Task to complete
The entries are to be duplicated exactly, though any picture in them must be omitted.

Record excerpts
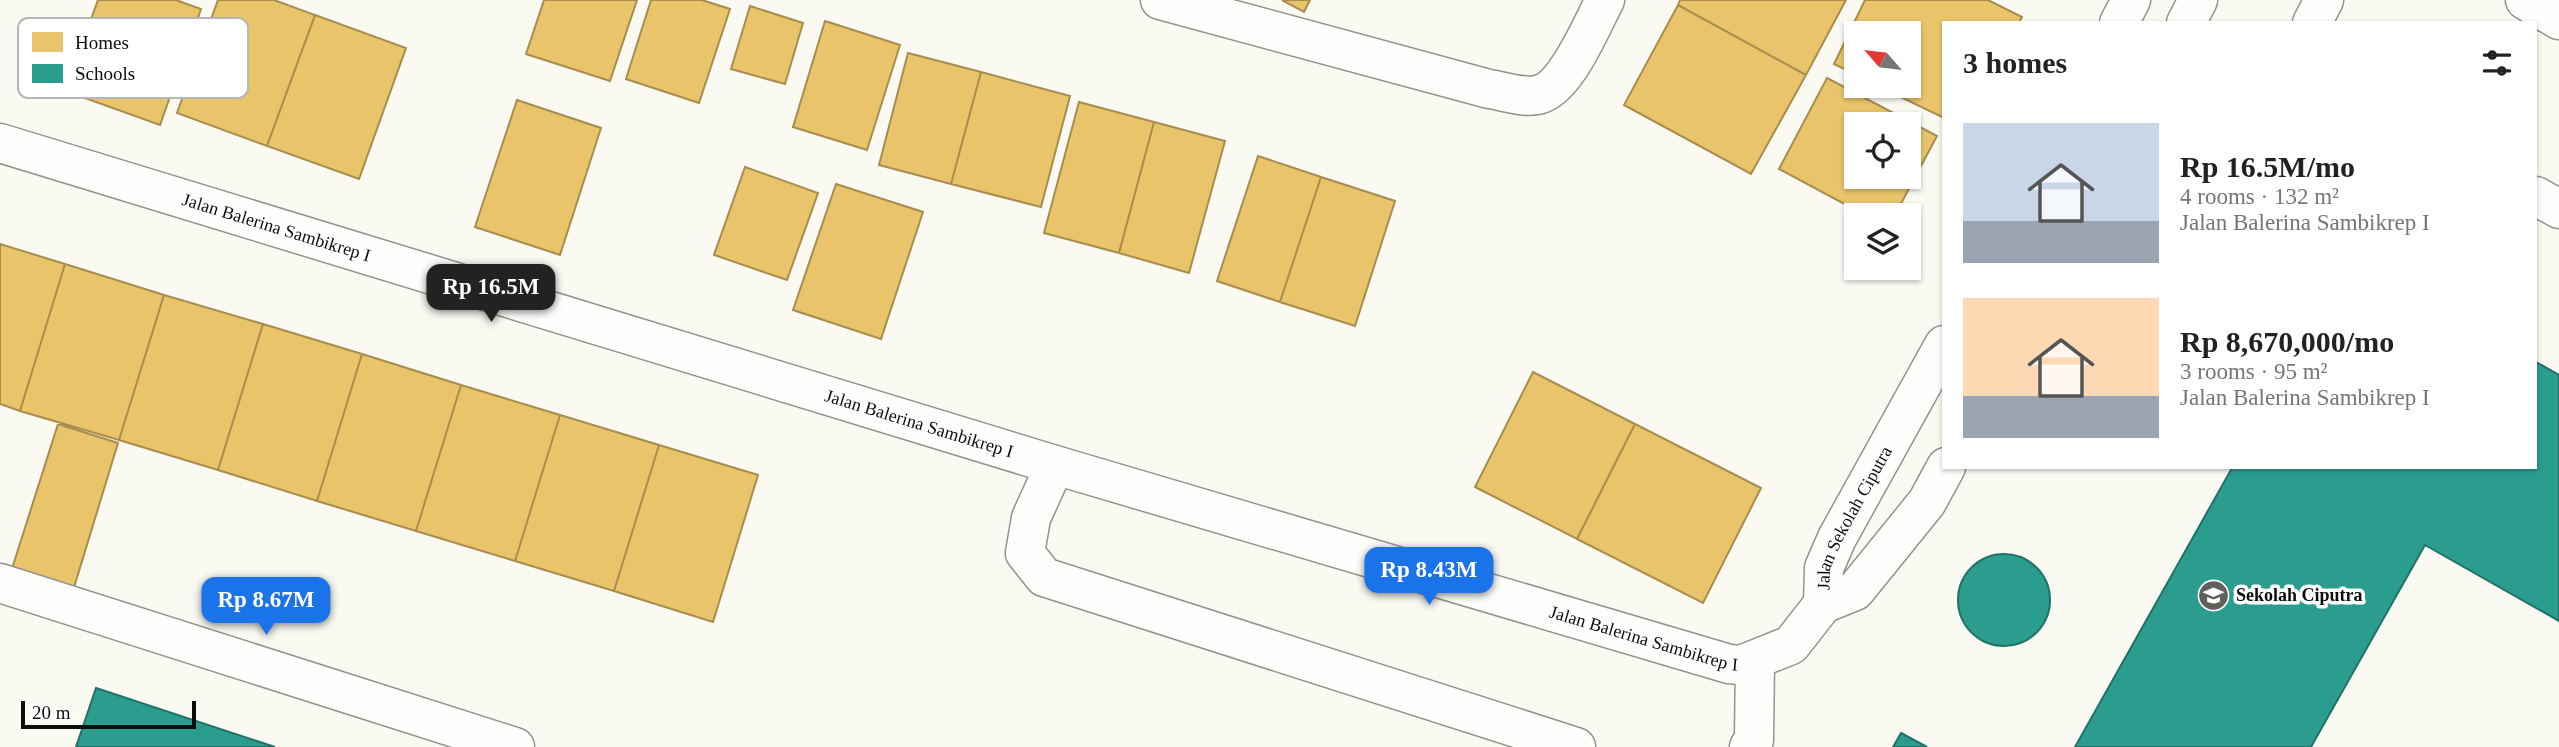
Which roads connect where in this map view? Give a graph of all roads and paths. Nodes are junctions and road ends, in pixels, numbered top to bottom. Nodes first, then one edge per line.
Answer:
1 (1605, 0) edge
2 (2131, 0) edge
3 (2198, 0) edge
4 (2324, 0) edge
5 (2525, 0) edge
6 (1165, 1) edge
7 (2559, 20) edge
8 (2120, 21) edge
9 (2187, 21) edge
10 (2313, 21) edge
11 (0, 143) edge
12 (2537, 197) edge
13 (2559, 209) edge
14 (1942, 349) edge
15 (1055, 465) junction
16 (1945, 469) edge
17 (0, 583) edge
18 (1823, 604) junction
19 (1755, 660) junction
20 (515, 747) edge
21 (1576, 747) edge
22 (1749, 747) edge

1 - 6 street
2 - 8 street
3 - 9 street
4 - 10 street
5 - 7 street
11 - 15 street, Jalan Balerina Sambikrep I
12 - 13 street
14 - 18 street, Jalan Sekolah Ciputra
15 - 19 street, Jalan Balerina Sambikrep I
15 - 21 street
16 - 18 street, Jalan Sekolah Ciputra
17 - 20 street
18 - 19 street, Jalan Balerina Sambikrep I
19 - 22 street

Solution
Which roads connect where in this map view? Give a graph of all roads and paths. Nodes are junctions and road ends, in pixels, numbered top to bottom. Nodes first, then one edge per line.
Answer:
1 (1605, 0) edge
2 (2131, 0) edge
3 (2198, 0) edge
4 (2324, 0) edge
5 (2525, 0) edge
6 (1165, 1) edge
7 (2559, 20) edge
8 (2120, 21) edge
9 (2187, 21) edge
10 (2313, 21) edge
11 (0, 143) edge
12 (2537, 197) edge
13 (2559, 209) edge
14 (1942, 349) edge
15 (1055, 465) junction
16 (1945, 469) edge
17 (0, 583) edge
18 (1823, 604) junction
19 (1755, 660) junction
20 (515, 747) edge
21 (1576, 747) edge
22 (1749, 747) edge

1 - 6 street
2 - 8 street
3 - 9 street
4 - 10 street
5 - 7 street
11 - 15 street, Jalan Balerina Sambikrep I
12 - 13 street
14 - 18 street, Jalan Sekolah Ciputra
15 - 19 street, Jalan Balerina Sambikrep I
15 - 21 street
16 - 18 street, Jalan Sekolah Ciputra
17 - 20 street
18 - 19 street, Jalan Balerina Sambikrep I
19 - 22 street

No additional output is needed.